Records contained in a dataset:
|---|
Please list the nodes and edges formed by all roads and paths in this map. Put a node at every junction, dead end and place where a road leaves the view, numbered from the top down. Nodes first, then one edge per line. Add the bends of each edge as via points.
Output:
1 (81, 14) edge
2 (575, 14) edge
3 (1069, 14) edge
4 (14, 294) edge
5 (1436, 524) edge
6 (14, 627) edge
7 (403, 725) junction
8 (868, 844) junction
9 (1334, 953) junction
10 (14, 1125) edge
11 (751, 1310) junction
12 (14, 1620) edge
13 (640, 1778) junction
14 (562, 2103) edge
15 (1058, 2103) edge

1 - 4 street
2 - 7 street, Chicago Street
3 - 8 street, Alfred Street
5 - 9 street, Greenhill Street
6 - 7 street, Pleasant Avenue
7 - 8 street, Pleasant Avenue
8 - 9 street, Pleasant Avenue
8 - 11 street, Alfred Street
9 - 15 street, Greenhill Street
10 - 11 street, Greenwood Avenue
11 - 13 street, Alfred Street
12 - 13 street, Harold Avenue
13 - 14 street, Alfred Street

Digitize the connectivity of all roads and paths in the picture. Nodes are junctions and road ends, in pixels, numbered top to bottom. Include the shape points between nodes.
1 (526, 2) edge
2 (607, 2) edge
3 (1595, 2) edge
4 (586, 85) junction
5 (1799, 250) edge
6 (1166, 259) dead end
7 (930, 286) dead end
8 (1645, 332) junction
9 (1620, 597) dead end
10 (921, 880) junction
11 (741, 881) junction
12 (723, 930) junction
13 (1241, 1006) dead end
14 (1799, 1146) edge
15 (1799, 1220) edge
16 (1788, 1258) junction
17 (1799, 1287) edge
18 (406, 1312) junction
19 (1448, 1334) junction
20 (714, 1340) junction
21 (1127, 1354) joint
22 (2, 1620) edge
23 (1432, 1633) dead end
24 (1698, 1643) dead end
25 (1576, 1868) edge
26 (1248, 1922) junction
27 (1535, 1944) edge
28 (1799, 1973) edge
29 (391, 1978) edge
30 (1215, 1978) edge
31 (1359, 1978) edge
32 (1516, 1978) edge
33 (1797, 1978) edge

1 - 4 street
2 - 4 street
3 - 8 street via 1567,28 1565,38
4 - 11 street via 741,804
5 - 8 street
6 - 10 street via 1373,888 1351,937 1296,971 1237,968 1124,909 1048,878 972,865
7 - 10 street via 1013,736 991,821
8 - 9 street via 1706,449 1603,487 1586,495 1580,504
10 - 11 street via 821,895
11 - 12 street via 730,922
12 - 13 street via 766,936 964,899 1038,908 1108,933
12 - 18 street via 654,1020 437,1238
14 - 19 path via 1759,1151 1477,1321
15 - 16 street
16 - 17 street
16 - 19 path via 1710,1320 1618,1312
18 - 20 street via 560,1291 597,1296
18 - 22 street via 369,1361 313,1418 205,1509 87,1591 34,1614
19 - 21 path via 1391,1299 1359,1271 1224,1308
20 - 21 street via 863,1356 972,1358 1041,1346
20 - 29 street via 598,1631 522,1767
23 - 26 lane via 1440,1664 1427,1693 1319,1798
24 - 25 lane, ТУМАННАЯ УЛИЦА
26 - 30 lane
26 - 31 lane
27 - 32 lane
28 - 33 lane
|---|
Return all of the data word for word.

◆ EXERCISE OUTPUT:
Please list the nodes and edges formed by all roads and paths in this map. Put a node at every junction, dead end and place where a road leaves the view, numbered from the top down. Nodes first, then one edge per line. Add the bends of each edge as via points.
Output:
1 (81, 14) edge
2 (575, 14) edge
3 (1069, 14) edge
4 (14, 294) edge
5 (1436, 524) edge
6 (14, 627) edge
7 (403, 725) junction
8 (868, 844) junction
9 (1334, 953) junction
10 (14, 1125) edge
11 (751, 1310) junction
12 (14, 1620) edge
13 (640, 1778) junction
14 (562, 2103) edge
15 (1058, 2103) edge

1 - 4 street
2 - 7 street, Chicago Street
3 - 8 street, Alfred Street
5 - 9 street, Greenhill Street
6 - 7 street, Pleasant Avenue
7 - 8 street, Pleasant Avenue
8 - 9 street, Pleasant Avenue
8 - 11 street, Alfred Street
9 - 15 street, Greenhill Street
10 - 11 street, Greenwood Avenue
11 - 13 street, Alfred Street
12 - 13 street, Harold Avenue
13 - 14 street, Alfred Street

Digitize the connectivity of all roads and paths in the picture. Nodes are junctions and road ends, in pixels, numbered top to bottom. Include the shape points between nodes.
1 (526, 2) edge
2 (607, 2) edge
3 (1595, 2) edge
4 (586, 85) junction
5 (1799, 250) edge
6 (1166, 259) dead end
7 (930, 286) dead end
8 (1645, 332) junction
9 (1620, 597) dead end
10 (921, 880) junction
11 (741, 881) junction
12 (723, 930) junction
13 (1241, 1006) dead end
14 (1799, 1146) edge
15 (1799, 1220) edge
16 (1788, 1258) junction
17 (1799, 1287) edge
18 (406, 1312) junction
19 (1448, 1334) junction
20 (714, 1340) junction
21 (1127, 1354) joint
22 (2, 1620) edge
23 (1432, 1633) dead end
24 (1698, 1643) dead end
25 (1576, 1868) edge
26 (1248, 1922) junction
27 (1535, 1944) edge
28 (1799, 1973) edge
29 (391, 1978) edge
30 (1215, 1978) edge
31 (1359, 1978) edge
32 (1516, 1978) edge
33 (1797, 1978) edge

1 - 4 street
2 - 4 street
3 - 8 street via 1567,28 1565,38
4 - 11 street via 741,804
5 - 8 street
6 - 10 street via 1373,888 1351,937 1296,971 1237,968 1124,909 1048,878 972,865
7 - 10 street via 1013,736 991,821
8 - 9 street via 1706,449 1603,487 1586,495 1580,504
10 - 11 street via 821,895
11 - 12 street via 730,922
12 - 13 street via 766,936 964,899 1038,908 1108,933
12 - 18 street via 654,1020 437,1238
14 - 19 path via 1759,1151 1477,1321
15 - 16 street
16 - 17 street
16 - 19 path via 1710,1320 1618,1312
18 - 20 street via 560,1291 597,1296
18 - 22 street via 369,1361 313,1418 205,1509 87,1591 34,1614
19 - 21 path via 1391,1299 1359,1271 1224,1308
20 - 21 street via 863,1356 972,1358 1041,1346
20 - 29 street via 598,1631 522,1767
23 - 26 lane via 1440,1664 1427,1693 1319,1798
24 - 25 lane, ТУМАННАЯ УЛИЦА
26 - 30 lane
26 - 31 lane
27 - 32 lane
28 - 33 lane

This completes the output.